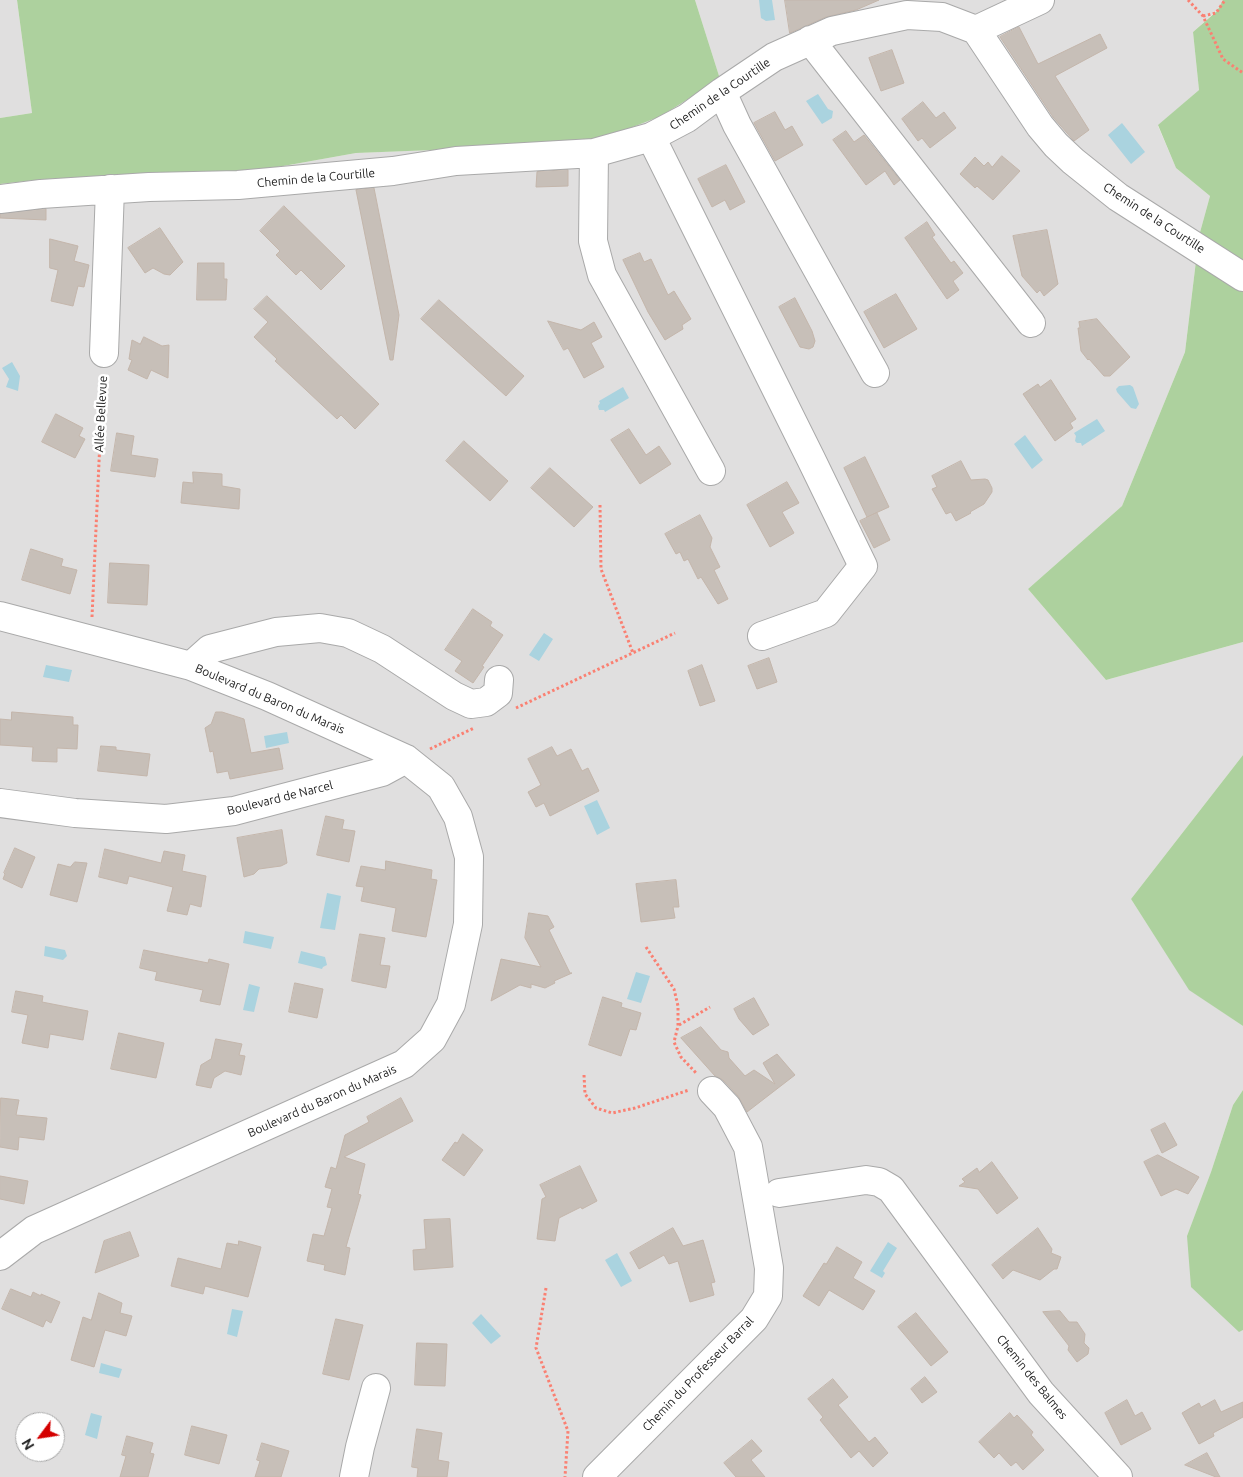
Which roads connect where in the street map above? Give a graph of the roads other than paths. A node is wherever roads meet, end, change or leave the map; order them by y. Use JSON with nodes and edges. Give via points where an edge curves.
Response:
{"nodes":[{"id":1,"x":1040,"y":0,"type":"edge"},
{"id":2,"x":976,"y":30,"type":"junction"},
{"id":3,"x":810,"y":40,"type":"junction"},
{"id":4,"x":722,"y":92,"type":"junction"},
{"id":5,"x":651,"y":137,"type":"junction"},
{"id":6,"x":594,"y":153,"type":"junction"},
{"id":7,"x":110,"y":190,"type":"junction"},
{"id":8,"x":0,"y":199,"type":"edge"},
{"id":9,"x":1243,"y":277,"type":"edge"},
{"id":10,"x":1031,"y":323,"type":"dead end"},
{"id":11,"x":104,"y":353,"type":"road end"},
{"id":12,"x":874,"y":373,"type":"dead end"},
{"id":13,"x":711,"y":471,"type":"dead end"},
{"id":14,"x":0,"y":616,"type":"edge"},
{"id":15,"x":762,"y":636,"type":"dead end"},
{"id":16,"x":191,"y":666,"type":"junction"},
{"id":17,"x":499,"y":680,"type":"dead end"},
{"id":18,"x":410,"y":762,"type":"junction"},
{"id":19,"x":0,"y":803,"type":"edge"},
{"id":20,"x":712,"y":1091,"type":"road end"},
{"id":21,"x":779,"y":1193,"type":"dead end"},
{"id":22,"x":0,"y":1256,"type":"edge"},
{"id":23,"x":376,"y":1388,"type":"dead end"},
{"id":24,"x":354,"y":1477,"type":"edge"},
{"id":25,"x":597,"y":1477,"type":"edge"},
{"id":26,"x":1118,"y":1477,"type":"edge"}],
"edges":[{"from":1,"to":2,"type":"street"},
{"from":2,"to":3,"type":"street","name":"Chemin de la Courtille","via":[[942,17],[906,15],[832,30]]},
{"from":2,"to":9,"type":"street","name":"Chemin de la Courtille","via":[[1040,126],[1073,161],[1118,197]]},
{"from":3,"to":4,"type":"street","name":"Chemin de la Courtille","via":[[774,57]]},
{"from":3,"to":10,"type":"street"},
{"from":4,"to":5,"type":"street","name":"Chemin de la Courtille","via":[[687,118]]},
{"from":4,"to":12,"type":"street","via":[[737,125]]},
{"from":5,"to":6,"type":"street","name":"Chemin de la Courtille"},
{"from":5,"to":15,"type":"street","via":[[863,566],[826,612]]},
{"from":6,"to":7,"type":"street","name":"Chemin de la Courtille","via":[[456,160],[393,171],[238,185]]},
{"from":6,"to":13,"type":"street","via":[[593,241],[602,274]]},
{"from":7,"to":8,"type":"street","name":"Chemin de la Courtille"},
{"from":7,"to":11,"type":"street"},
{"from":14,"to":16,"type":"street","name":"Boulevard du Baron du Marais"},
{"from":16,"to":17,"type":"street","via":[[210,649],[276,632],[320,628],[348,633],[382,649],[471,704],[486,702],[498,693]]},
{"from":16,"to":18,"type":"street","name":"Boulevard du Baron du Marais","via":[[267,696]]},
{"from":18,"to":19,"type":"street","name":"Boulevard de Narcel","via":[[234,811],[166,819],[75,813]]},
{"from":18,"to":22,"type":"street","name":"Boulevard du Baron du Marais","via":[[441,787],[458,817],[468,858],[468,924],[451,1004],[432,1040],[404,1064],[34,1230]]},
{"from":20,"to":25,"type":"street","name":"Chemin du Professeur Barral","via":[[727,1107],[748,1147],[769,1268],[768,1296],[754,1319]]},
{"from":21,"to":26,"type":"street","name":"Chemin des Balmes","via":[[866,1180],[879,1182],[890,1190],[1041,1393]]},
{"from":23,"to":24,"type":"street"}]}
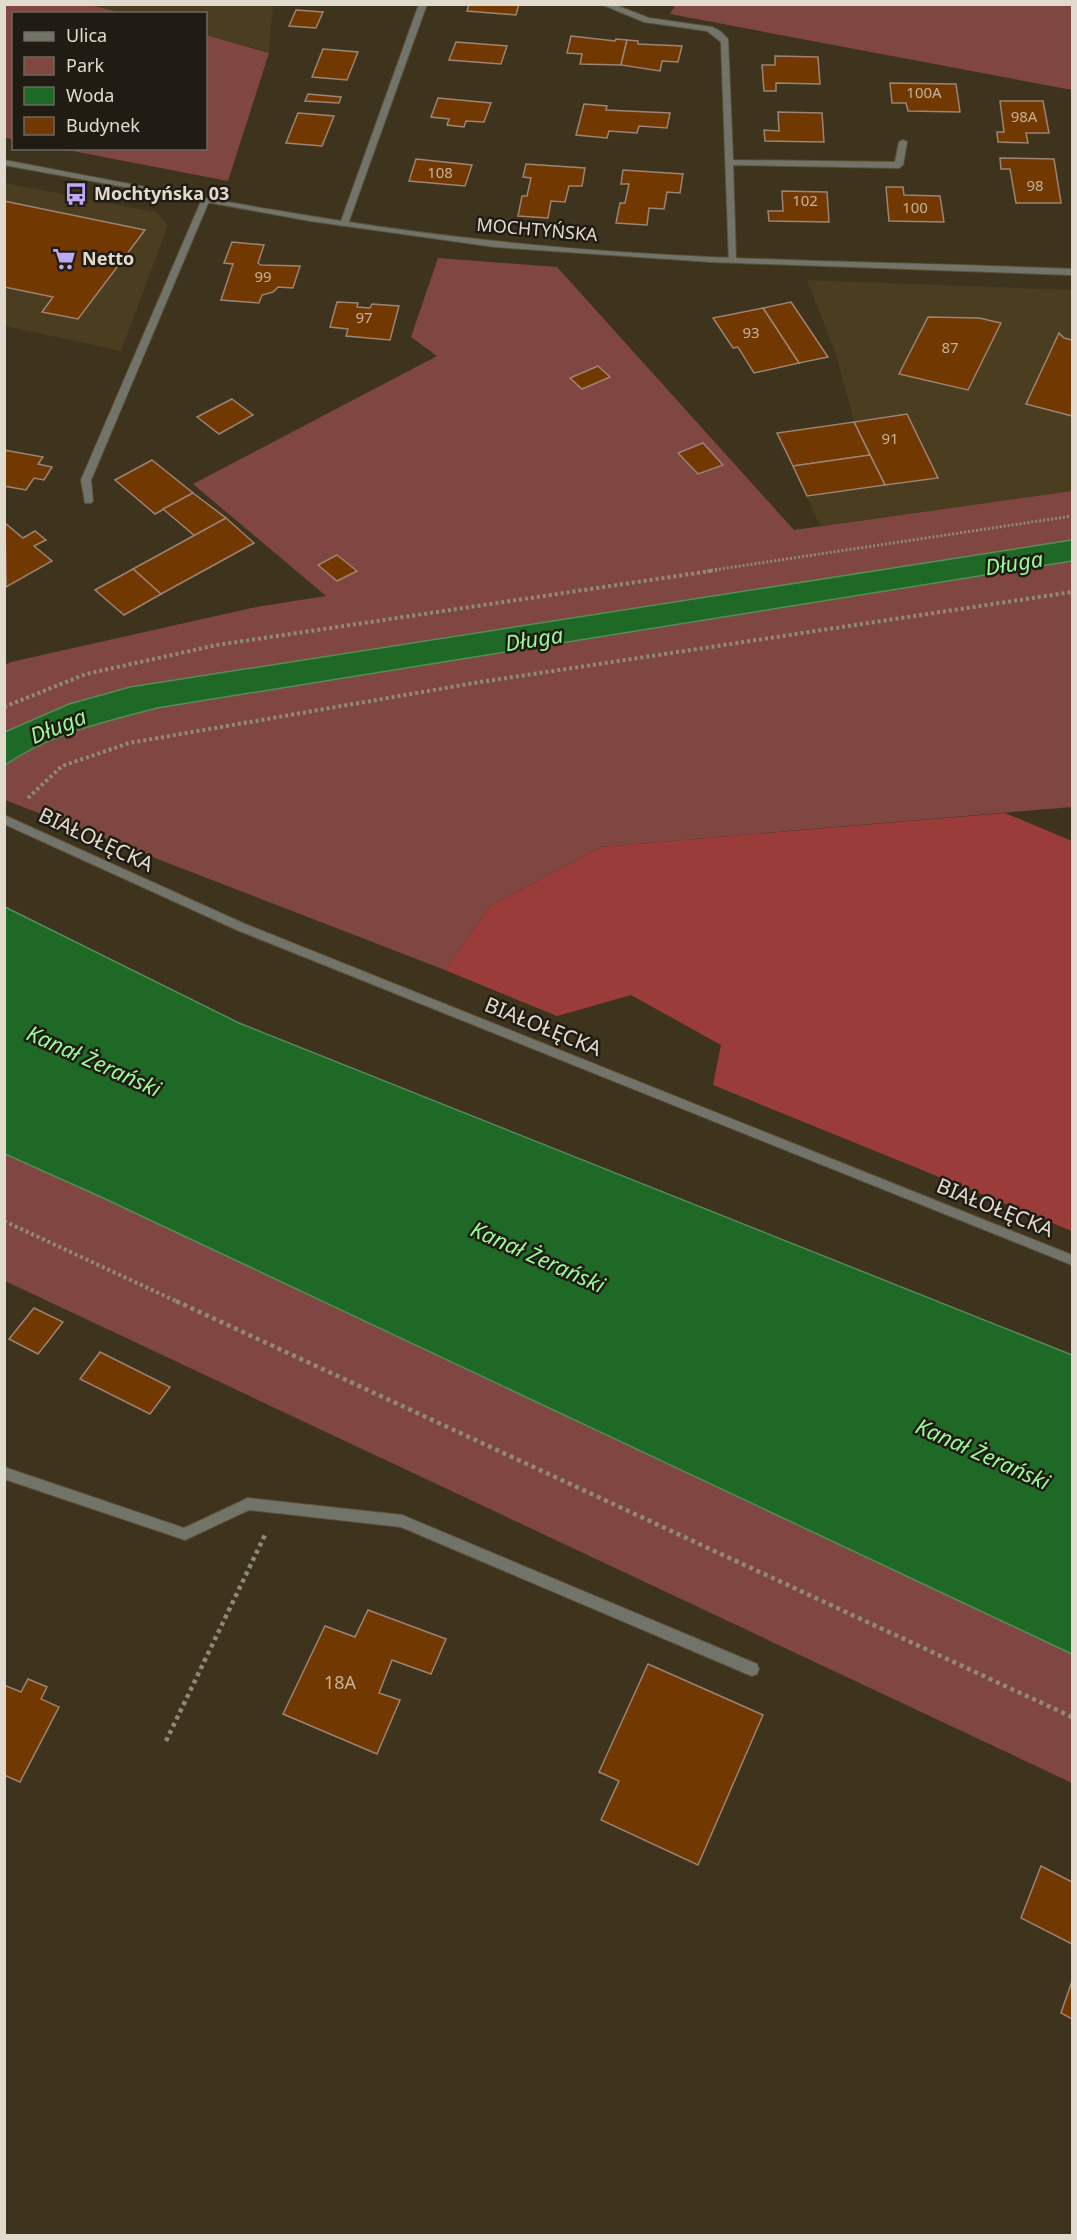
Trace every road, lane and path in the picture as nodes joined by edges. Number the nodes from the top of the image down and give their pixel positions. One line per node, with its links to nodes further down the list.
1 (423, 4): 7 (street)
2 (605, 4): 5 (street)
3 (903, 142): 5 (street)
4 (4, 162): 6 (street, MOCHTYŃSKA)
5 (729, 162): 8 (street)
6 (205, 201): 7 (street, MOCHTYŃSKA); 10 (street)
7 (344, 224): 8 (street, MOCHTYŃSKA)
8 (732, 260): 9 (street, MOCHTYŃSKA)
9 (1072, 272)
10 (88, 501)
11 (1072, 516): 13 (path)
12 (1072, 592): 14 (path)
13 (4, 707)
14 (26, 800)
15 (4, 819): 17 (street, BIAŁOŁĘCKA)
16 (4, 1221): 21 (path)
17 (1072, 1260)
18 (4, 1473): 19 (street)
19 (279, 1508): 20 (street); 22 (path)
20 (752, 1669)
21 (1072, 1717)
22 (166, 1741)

---+---

**EXERCISE PROMPT**
For each line above that includes the word "with", make a copy of that line.

**TASK RESPONSE**
Which roads connect where in the street map above? Give a graph of the roads other than paths. A node is wherever roads meet, end, change or leave the map; order them by y. Use JSON with nodes and edges. Give via points where an edge curves.
Trace every road, lane and path in the picture as nodes joined by edges. Number the nodes from the top of the image down and give their pixel positions. One line per node, with its links to nodes further down the list.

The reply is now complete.